Internal Encoding of x86 Encodings

Thomas Harte edited this page Oct 2, 2023 · 3 revisions

For cached decodings, this emulator uses the layout:

  • 8 bits: operation;
  • 8 bits:
    • b7: address size — 16- or 32-bit;
    • b6: set if this instruction has a displacement or offset attached;
    • b5: set if this instruction has an immediate operand attached;
    • [b4, b0]: the source operand's Source;
  • 16 bits:
    • [b15, b14]: this instruction's data size;
    • [b13, b10]: the length of this instruction in bytes (or 0 to indicate a length extension word is present);
    • [b9, b5]: the top five bits of this instruction's SIB;
    • [b4, b0]: the destination operand's Source.

The low three bits of the SIB are stored in the low three bits of its operand's Source if necessary; the Source enum treats all values from 11000b upwards as having the equivalent meaning of Indirect for this reason.
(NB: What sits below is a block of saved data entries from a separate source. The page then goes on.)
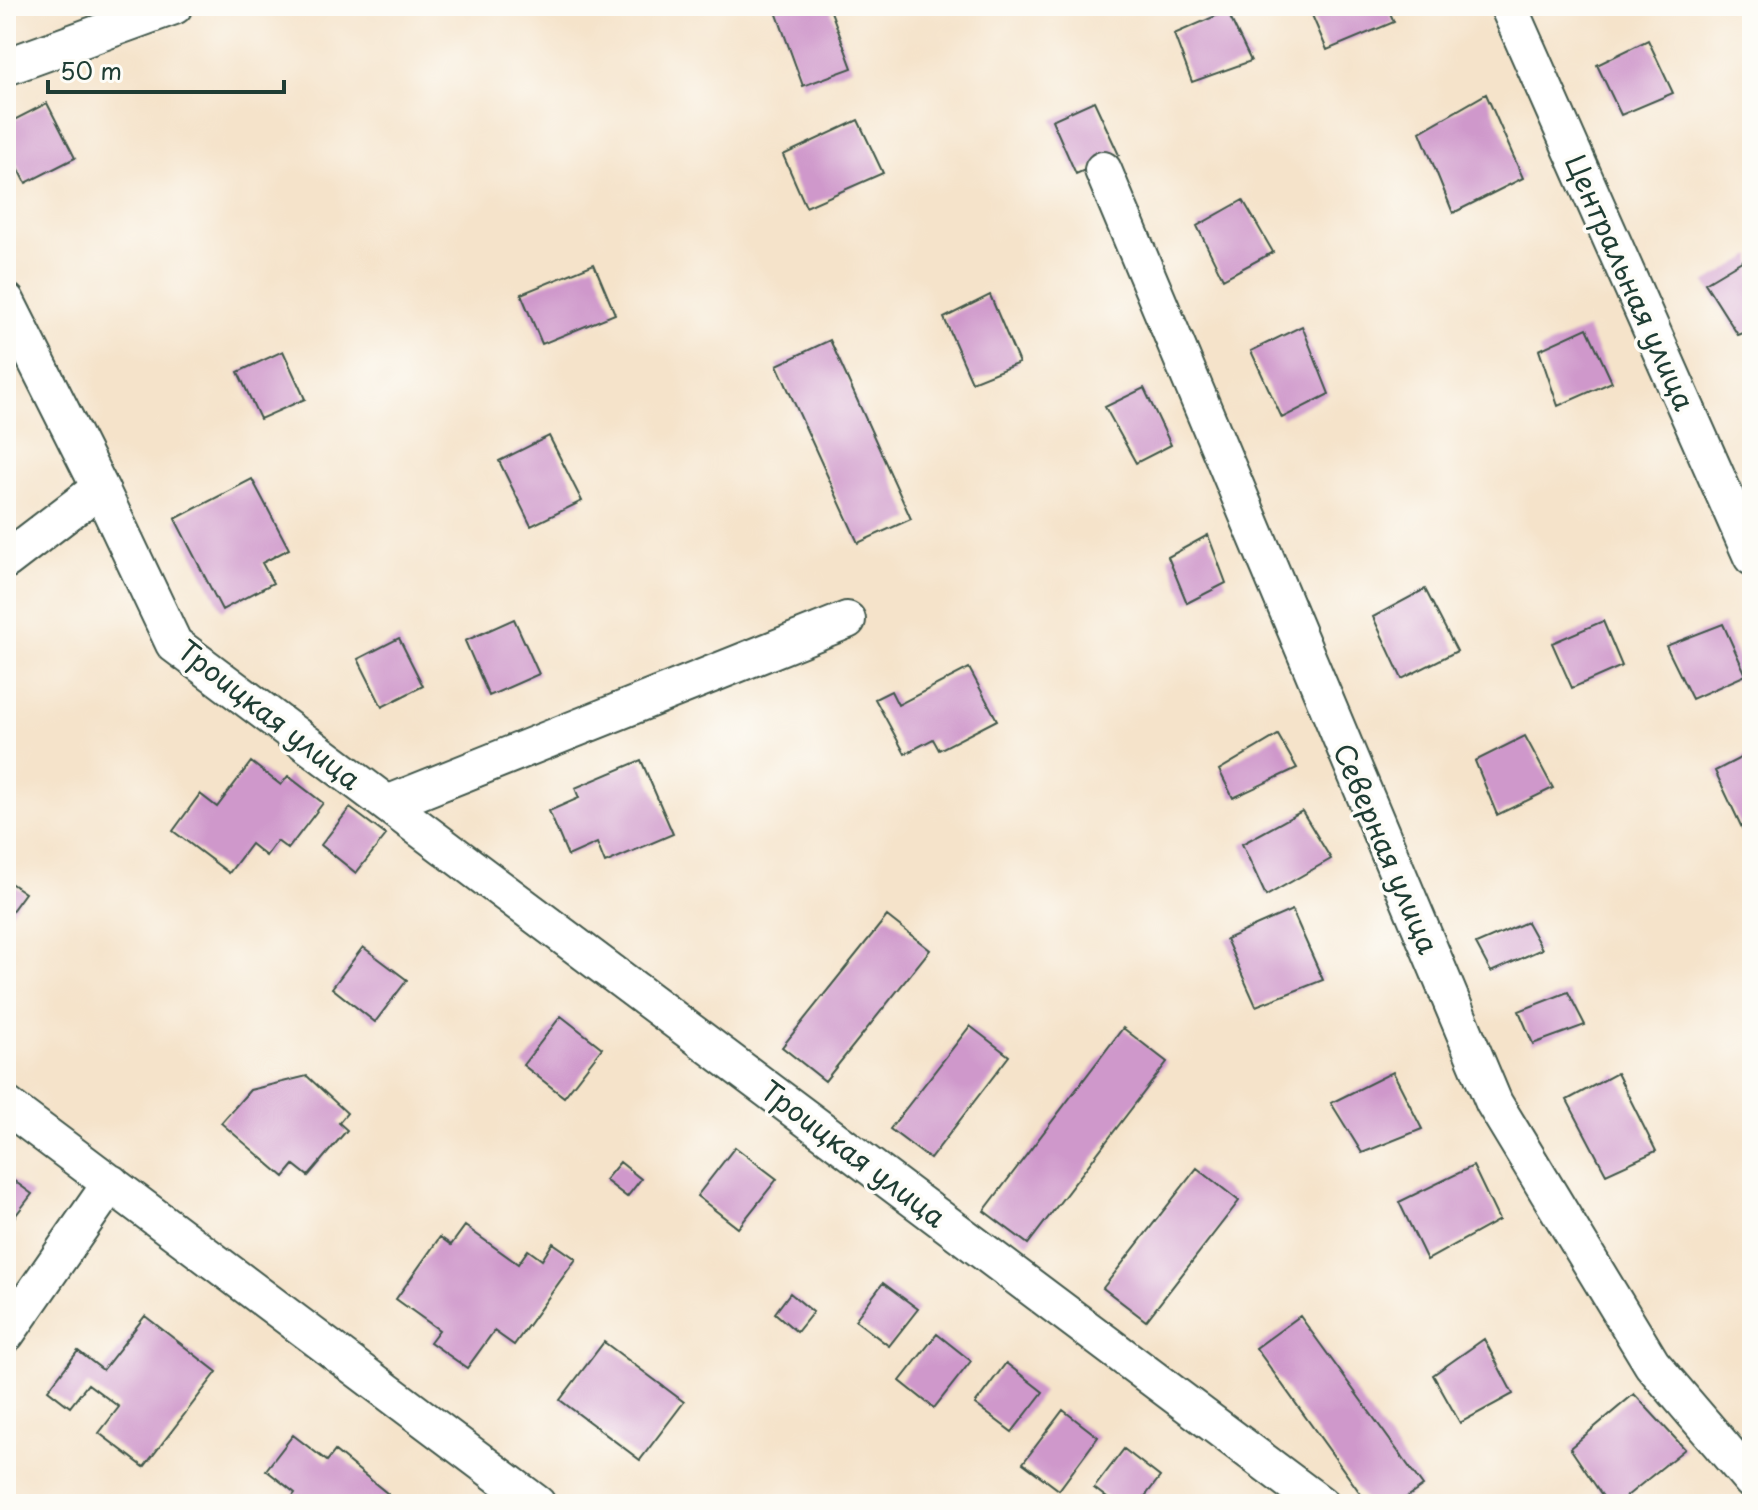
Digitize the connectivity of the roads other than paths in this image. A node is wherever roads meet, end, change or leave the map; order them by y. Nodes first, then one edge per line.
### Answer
1 (174, 6) edge
2 (1509, 8) edge
3 (6, 67) edge
4 (1103, 170) dead end
5 (6, 301) edge
6 (100, 488) junction
7 (1752, 557) edge
8 (6, 560) edge
9 (847, 620) dead end
10 (387, 804) junction
11 (6, 1105) edge
12 (111, 1183) junction
13 (6, 1334) edge
14 (1752, 1481) edge
15 (537, 1504) edge
16 (1320, 1504) edge

1 - 3 street
2 - 7 street, Центральная улица
4 - 14 street, Северная улица
5 - 6 street, Троицкая улица
6 - 8 street
6 - 10 street, Троицкая улица
9 - 10 street, Троицкая улица
10 - 16 street, Троицкая улица
11 - 12 street
12 - 13 street
12 - 15 street

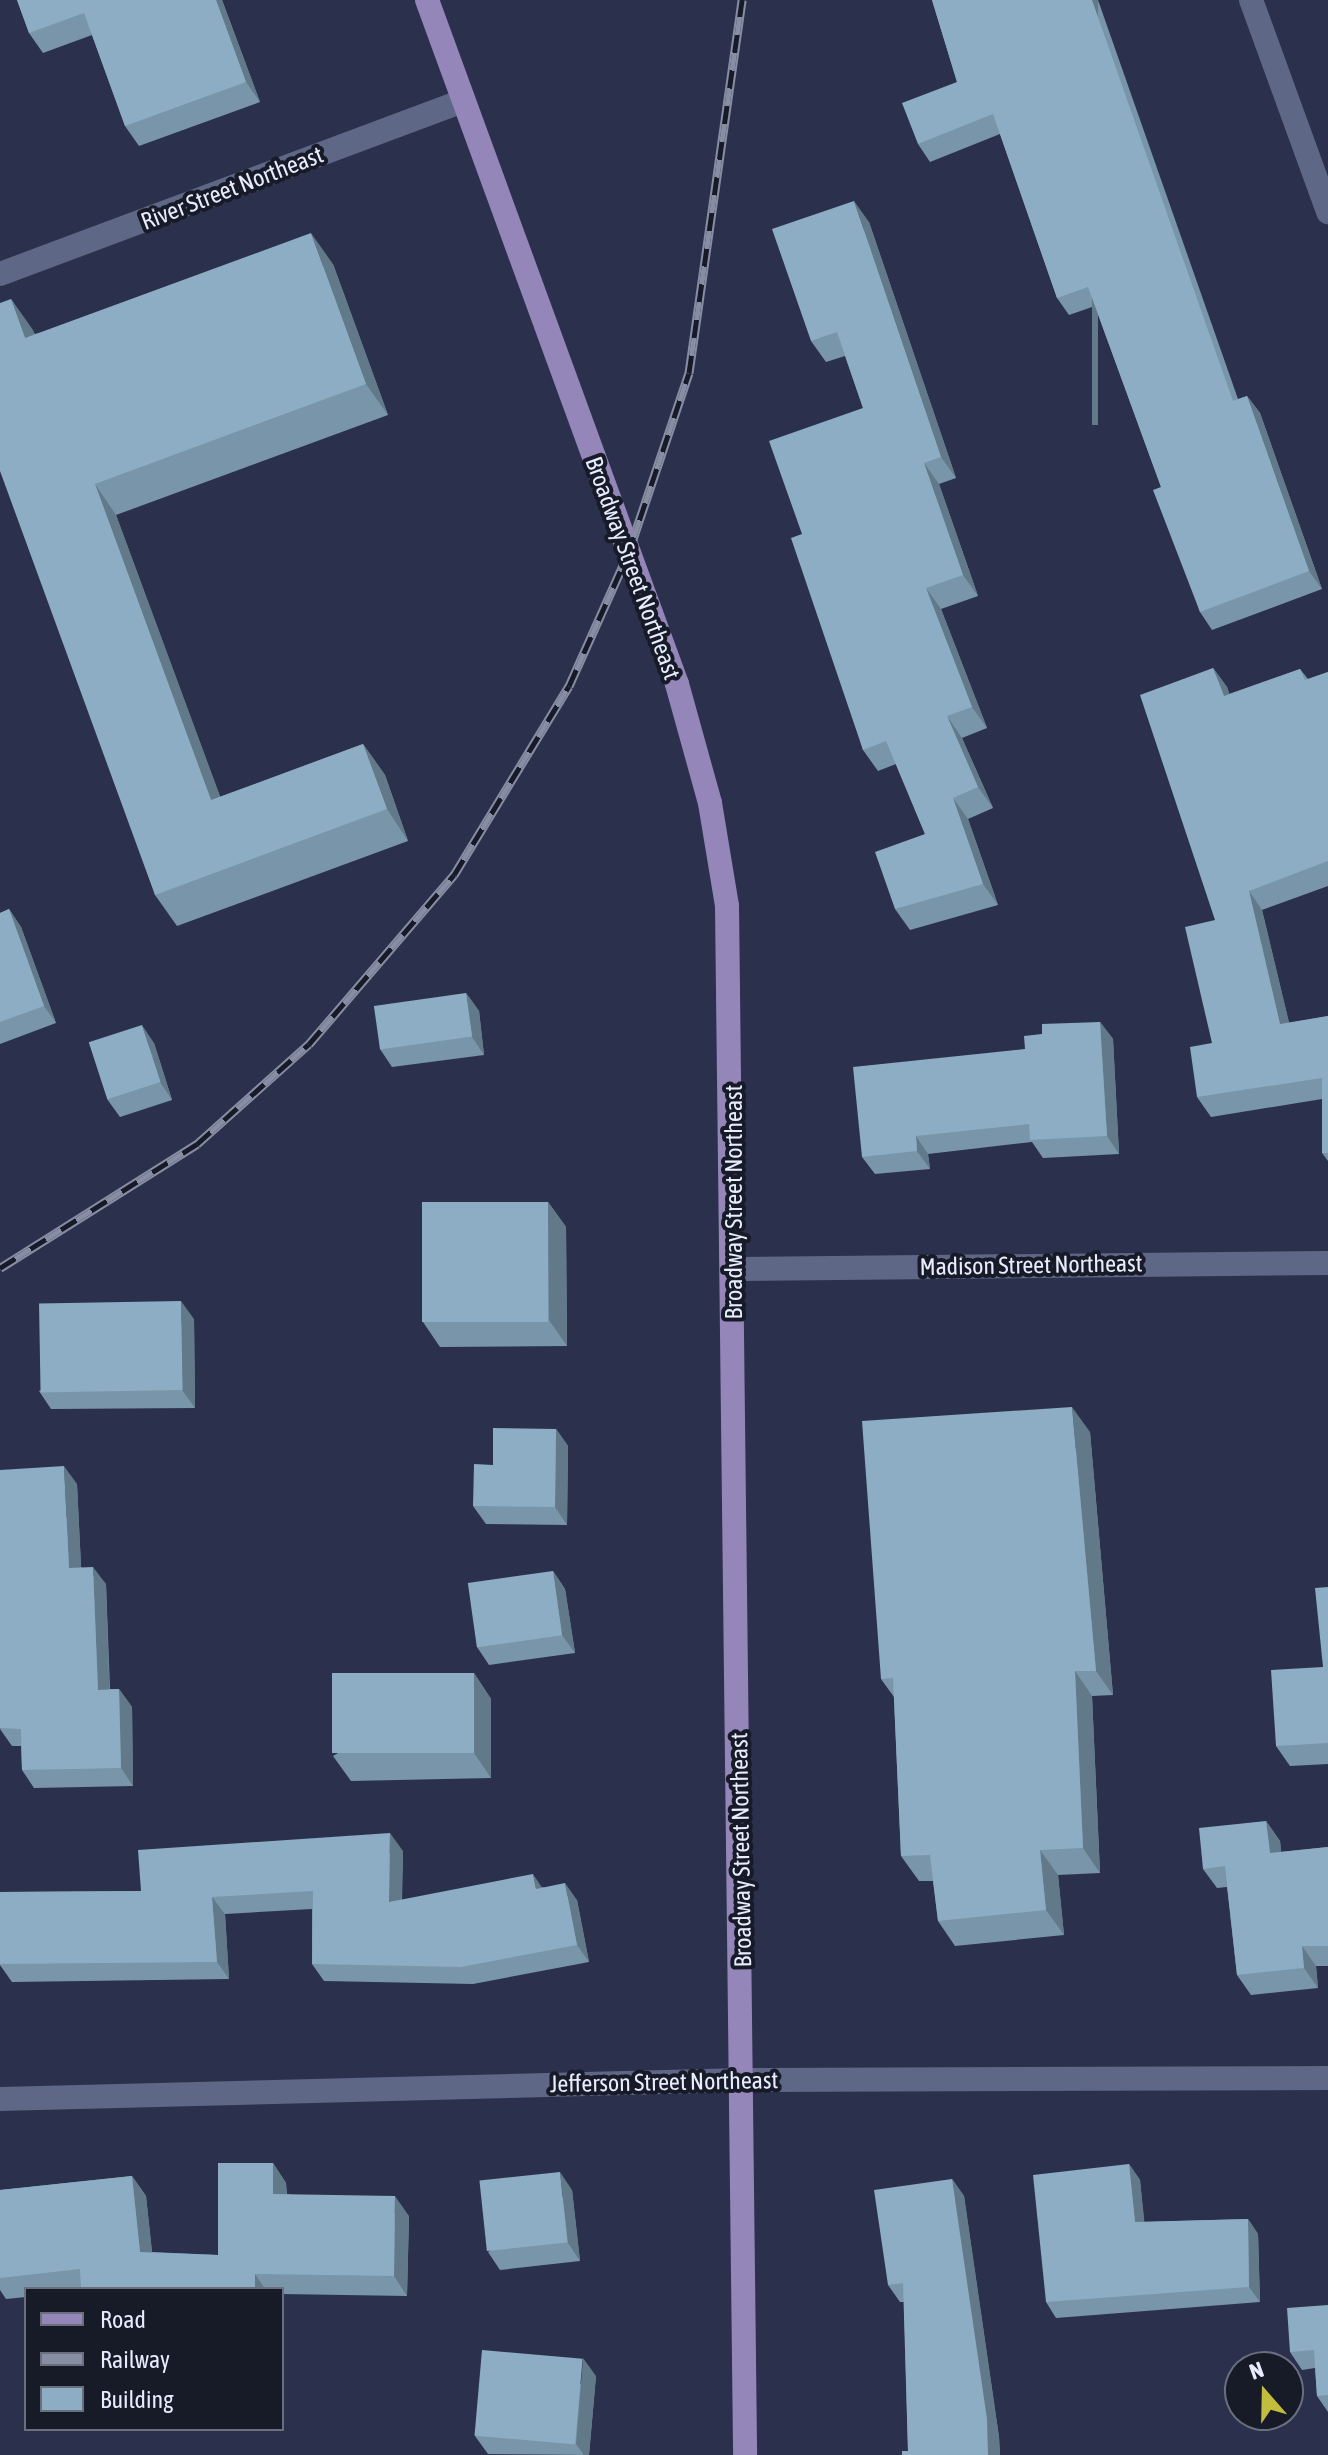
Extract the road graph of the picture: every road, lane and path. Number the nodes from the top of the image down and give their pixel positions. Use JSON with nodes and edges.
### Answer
{"nodes":[{"id":1,"x":427,"y":0,"type":"edge"},
{"id":2,"x":1251,"y":0,"type":"edge"},
{"id":3,"x":463,"y":101,"type":"junction"},
{"id":4,"x":1328,"y":212,"type":"edge"},
{"id":5,"x":0,"y":274,"type":"edge"},
{"id":6,"x":1328,"y":1263,"type":"edge"},
{"id":7,"x":734,"y":1269,"type":"junction"},
{"id":8,"x":1328,"y":2078,"type":"edge"},
{"id":9,"x":743,"y":2080,"type":"junction"},
{"id":10,"x":0,"y":2099,"type":"edge"},
{"id":11,"x":745,"y":2455,"type":"edge"}],
"edges":[{"from":1,"to":3,"type":"main road","name":"Broadway Street Northeast"},
{"from":2,"to":4,"type":"street"},
{"from":3,"to":5,"type":"street","name":"River Street Northeast"},
{"from":3,"to":7,"type":"main road","name":"Broadway Street Northeast"},
{"from":6,"to":7,"type":"street","name":"Madison Street Northeast"},
{"from":7,"to":9,"type":"main road","name":"Broadway Street Northeast"},
{"from":8,"to":9,"type":"street","name":"Jefferson Street Northeast"},
{"from":9,"to":10,"type":"street","name":"Jefferson Street Northeast"},
{"from":9,"to":11,"type":"main road","name":"Broadway Street Northeast"}]}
Extension words are 16 bits in length for 16-bit decodings and 32 bits in length for 32-bit decodings. Up to three may be present, in the order:

  1. an immediate operand;
  2. an offset or displacement; and
  3. a length extension.

If a length extension is present then it is laid out as:

  • [b15/b31, b6]: instruction length in bytes;
  • [b5, b4]: repetition attached to this instruction — repe/repne;
  • [b3, b1]: segment override attached to this instruction;
  • b0: whether the lock prefix was found.

Therefore each decoded instruction is:

  • between 4 and 10 bytes for 16-bit decodings; and
  • between 4 and 16 bytes for 32-bit decodings.

sizeof(Instruction) is therefore either 10 or 16; it provides packing_size to give the size in bytes that are actually in use. Instruction is plain-old-data with a trivial destructor so it is safe to place them into memory such that instruction n+1 is placed at the address of instruction n + its packing_size(). Extension words therefore need be paid for only when required.